Note: Minor edits 3/29/13.

In an online discussion initiated by the question Does It Matter If Data is BIG or not? MQ commented:
I still feel the discussion around Relational Modelling is confusing the point, and should be put aside until the problem is understood. If a company came to me and said 'Help me solve my big data issue - I have a billion emails I want to analyse' my answer is not 'just create a logical model using relational model theory' because this does not supply an answer. I will make more ground if I say 'right, lets discuss what this is, what technology you have, where the fail points and choke points are, etc and model (relational model) that as part of the process'.
I've built data models for 25 years (all levels) and firmly believed in Relational Theory across this entire period, so I am not saying drop Relational Models, just saying don't start there. Interestingly, I don't get any backlash against relational modelling using this approach - so perhaps the issues mentioned are about how the concept is sold to clients (a weapon rather than an intellectual concept)?

Sunday, March 24, 2013

Site Update

1.
The 'Quote of the Week' was posted on the QUOTES page.

2.
A 'To Laugh or Cry' item was posted on the LAUGH/CRY page.

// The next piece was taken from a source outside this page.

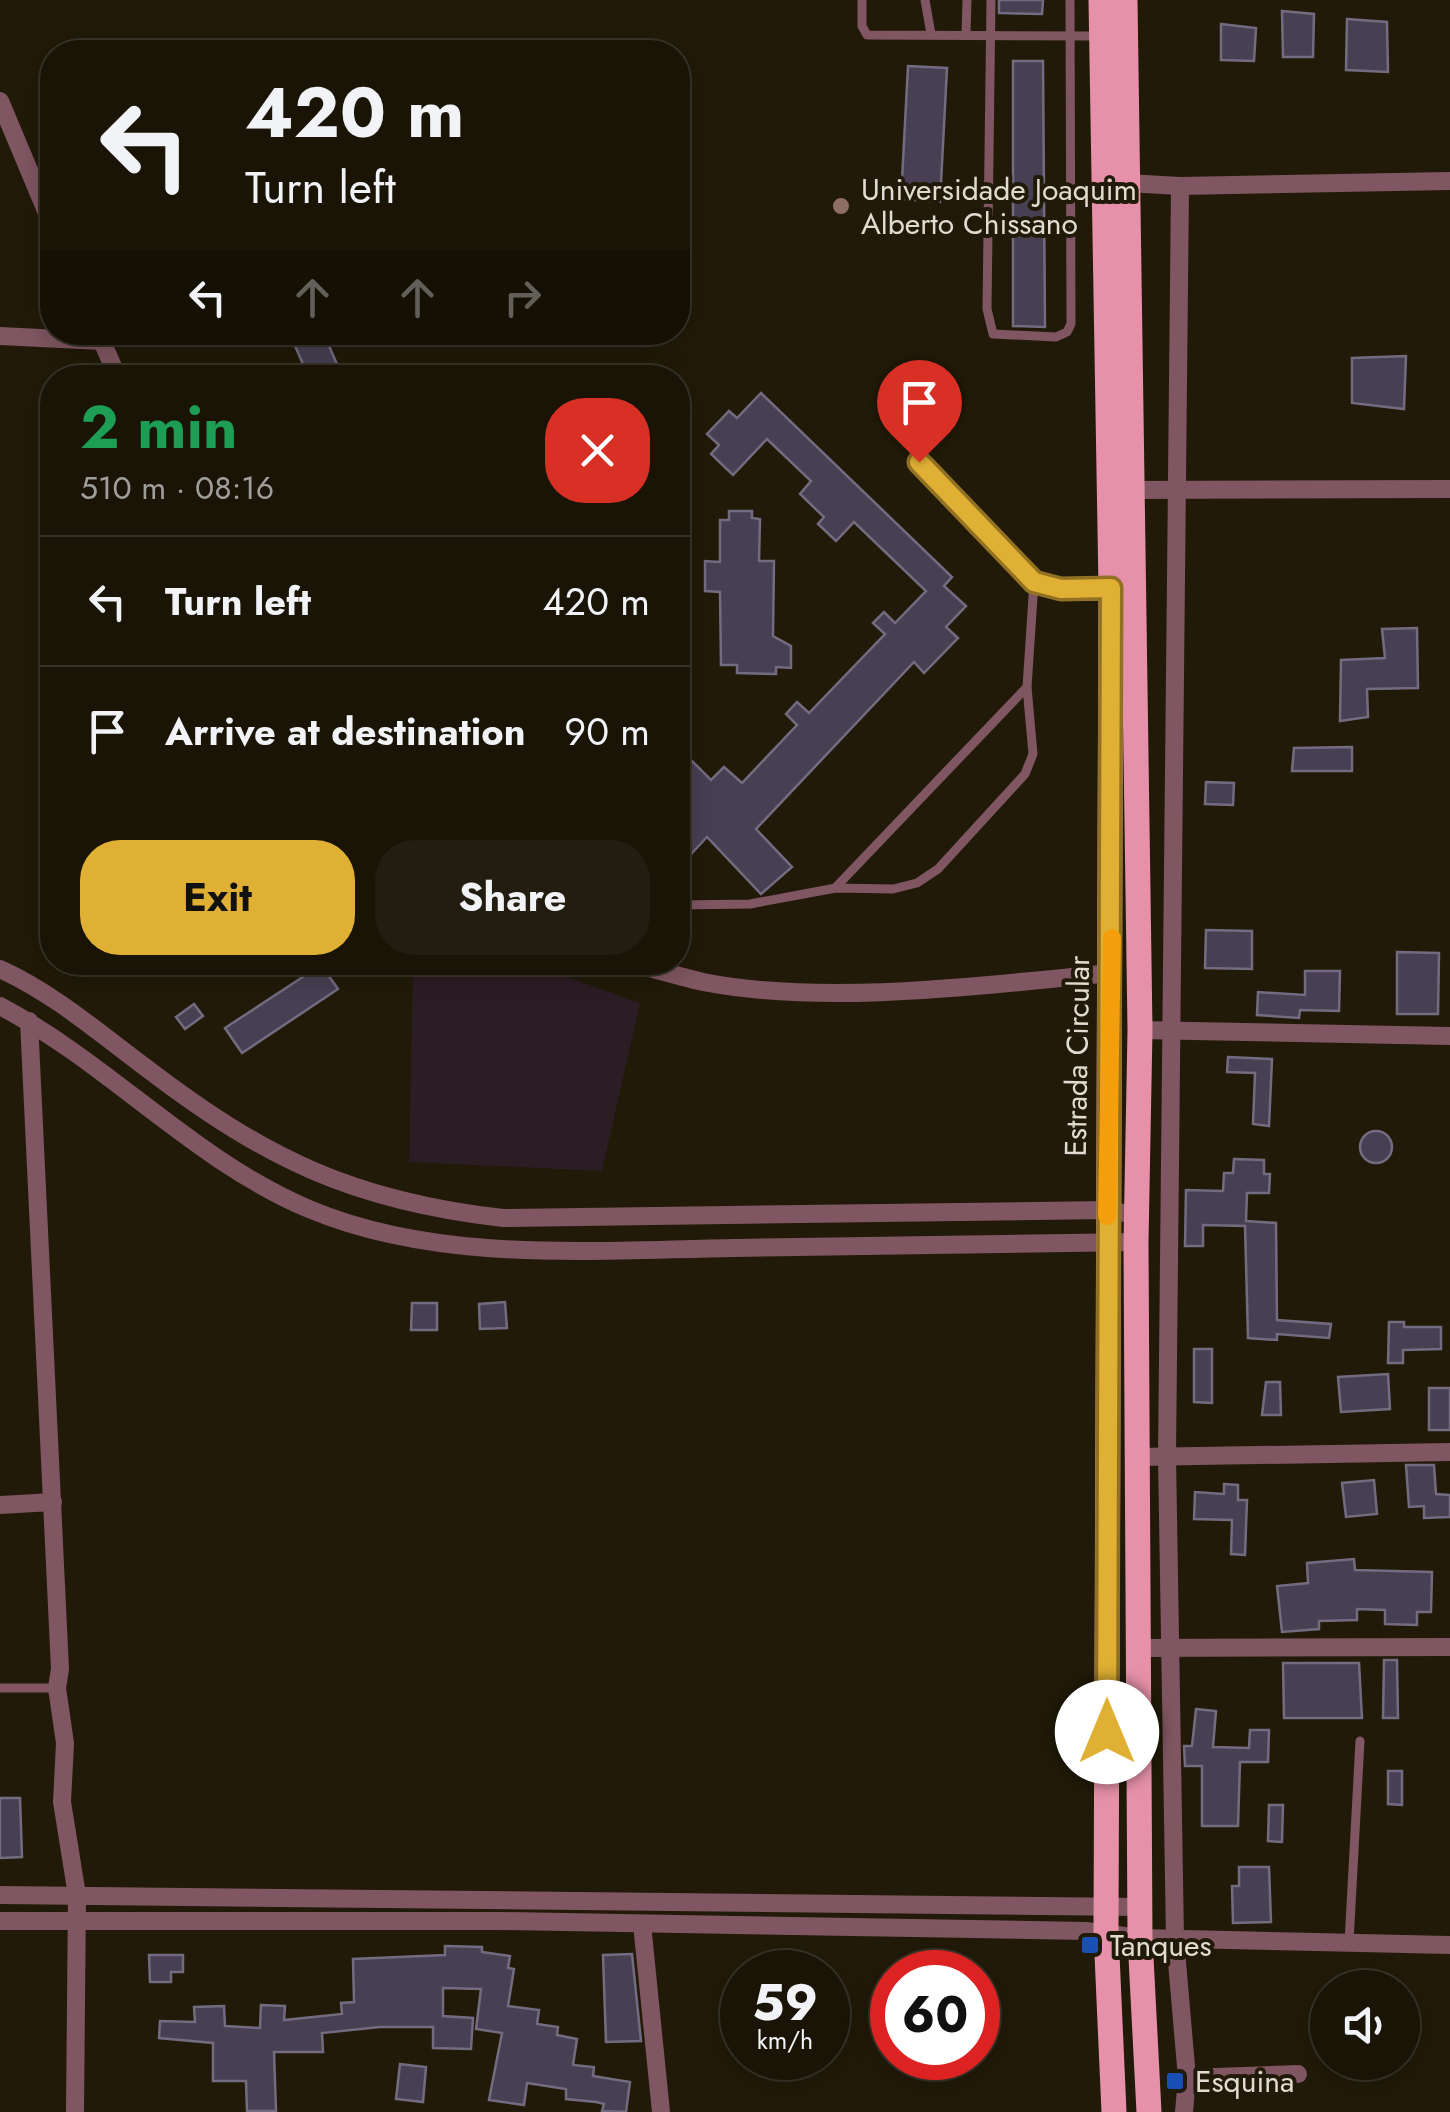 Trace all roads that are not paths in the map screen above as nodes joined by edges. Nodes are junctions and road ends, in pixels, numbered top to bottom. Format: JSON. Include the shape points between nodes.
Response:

Here's an exchange between its author and myself:
I was thinking about database skills. When I started in the nineties, and systems were moving from Cobol to RDBMS, database and design skills were really valuable. Now, as much as we know that DB skills are important and valuable, it seems to be the GUI that is more important. At least in management's mind.  :(  At my alma mater, no student is studying the database track now. They either do app development, or networking. When does this mean for the future?
That is why the new generation of products are either applications and files, or labeled DBMSs when they are really application-specific DBMSs. Many practitioners do not distinguish between DBMS, applications, network and OS functions. It's all one big lump.
To which I add: This is also the reason application developers like object-orientation: it is a programming, not data "paradigm".

3.
Links to online exchanges I participated in were posted on the FP ONLINE page.

4.
The following Advanced Database Design and Implementation - Course Outline requires no comments for the reader possessing foundation knowledge. It is good evidence of academia pursuing industry fads rather than leading it with science.
This year the course will examine the following two contemporary fields in the database systems area: XML Data Model and XML Databases and Data Warehousing.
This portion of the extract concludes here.